4.6. Protein Extraction

FLS were seeded into flasks. After 4 h-attachment, cells were incubated with or without TCDCA alone or TCDCA and RU486 (10 μM) for 44 h and then stimulated by IL-1β (10 ng/mL) for another 4 h. After treatments, cells were collected and isolated by using the Nuclear Extract Kit according to the manufacturer′s instructions. The protein concentration was detected with a BCA kit.

4.7. Western Blotting

Protein extracts were separated by 12% denaturing polyacrylamide gel electrophoresis and transferred onto polyvinylidene fluoride membranes. After blocking in blocking buffer (Beyotime Biotechnology, Shanghai, China), the membranes were exposed to specific primary antibodies at a concentration of 1:1000 for anti-phospho-c-Jun(Ser63), -c-Jun and -c-Fos (Cell Signaling Technology, Danvers, MA) and 1:3000 for anti-β-actin (Proteintech group, Wuhan, China). Membranes were then washed and exposed to HRP-conjugated secondary antibodies (1:1 000 dilution, KPL, Milford, MA, USA) for 1–2 h, at room temperature, followed by incubation with BeyoECL Plus (Beyotime Biotechnology, Shanghai, China).
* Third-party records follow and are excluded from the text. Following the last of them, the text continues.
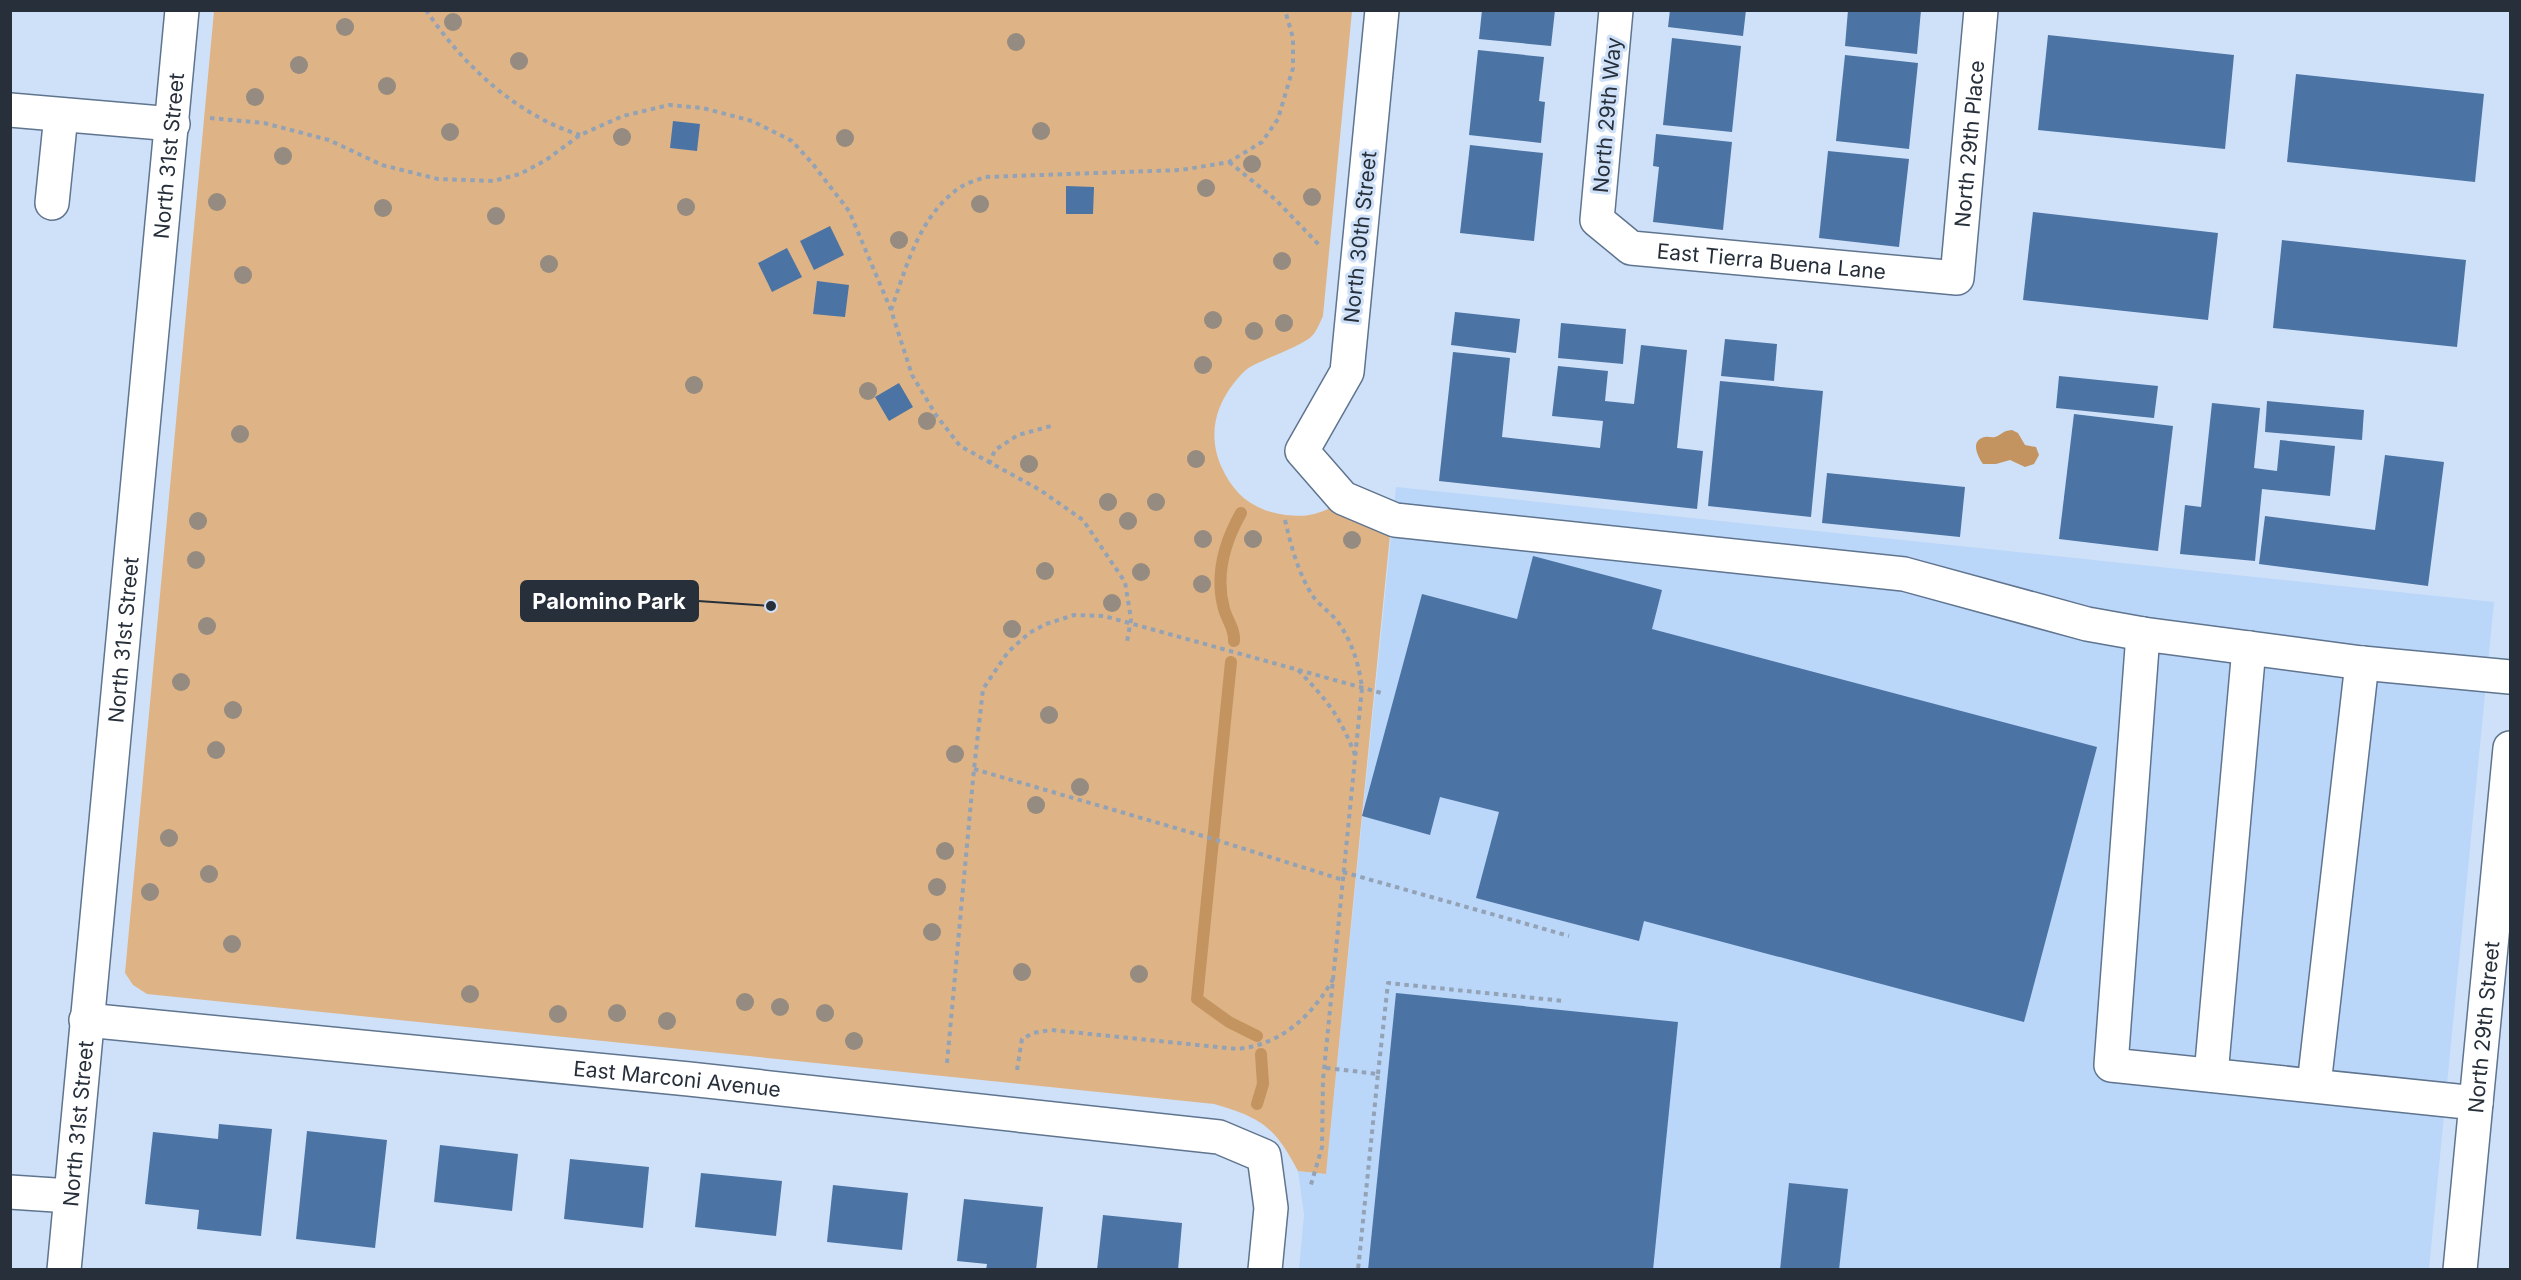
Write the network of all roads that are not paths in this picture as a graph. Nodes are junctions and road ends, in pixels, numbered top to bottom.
1 (183, 10) edge
2 (1382, 10) edge
3 (1616, 10) edge
4 (1981, 10) edge
5 (10, 110) edge
6 (61, 115) junction
7 (173, 124) junction
8 (52, 203) dead end
9 (1597, 220) joint
10 (1957, 278) joint
11 (2143, 634) junction
12 (2249, 648) junction
13 (2362, 663) junction
14 (2511, 676) edge
15 (2511, 748) edge
16 (86, 1020) junction
17 (2211, 1075) junction
18 (2314, 1085) junction
19 (2476, 1103) junction
20 (10, 1192) edge
21 (70, 1196) junction
22 (64, 1269) edge
23 (1265, 1269) edge
24 (2460, 1269) edge

1 - 7 street, North 31st Street
2 - 11 street, North 30th Street
3 - 9 street, North 29th Way
4 - 10 street, North 29th Place
5 - 6 street
6 - 7 street
6 - 8 street
7 - 16 street, North 31st Street
9 - 10 street, East Tierra Buena Lane
11 - 12 street
11 - 17 street
12 - 13 street
12 - 17 street
13 - 14 street
13 - 18 street
15 - 19 street, North 29th Street
16 - 21 street, North 31st Street
16 - 23 street, East Marconi Avenue
17 - 18 street
18 - 19 street
19 - 24 street, North 29th Street
20 - 21 street
21 - 22 street, North 31st Street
4.8. Transactivation of AP-1 Assay

After treatment with TCDCA for 48 h, FLS were collected by scraping and centrifugation. Nuclear protein extracts were obtained from FLS by using the Nuclear Extract Kit according to the manufacturer′s instructions. Nuclear protein was stored at −80 °C. The activation of AP-1 was measured using the TransAM® c-Jun activation ELISA kit according to the manufacturer′s instruction. Briefly, 5 μg of nuclear protein samples were incubated for 1 h in a 96-well plate immobilized with an oligonucleotide containing a TRE (5′-TGA GTC A-3′), to which phosphorylated c-Jun contained in nuclear extracts specifically binded. After washing, phospho-c-Jun antibody (1:500 dilutions) was added to these wells and incubated for 1 h. Following incubation for 1 h with a secondary HRP-conjugated antibody (1:1000 dilution), specific binding was detected by spectrophotometry using a plate reader (Synergy 4, Bio-tek, Winooski, VT, USA) at 450 nm with a reference wavelength of 655 nm.

4.9. Statistical Analysis

Data were expressed as mean ± standard deviation (S.D.). Significance of the differences between controls and experimental groups was determined by one-way ANOVA with Dunnett’s test. P < 0.05 was considered significant.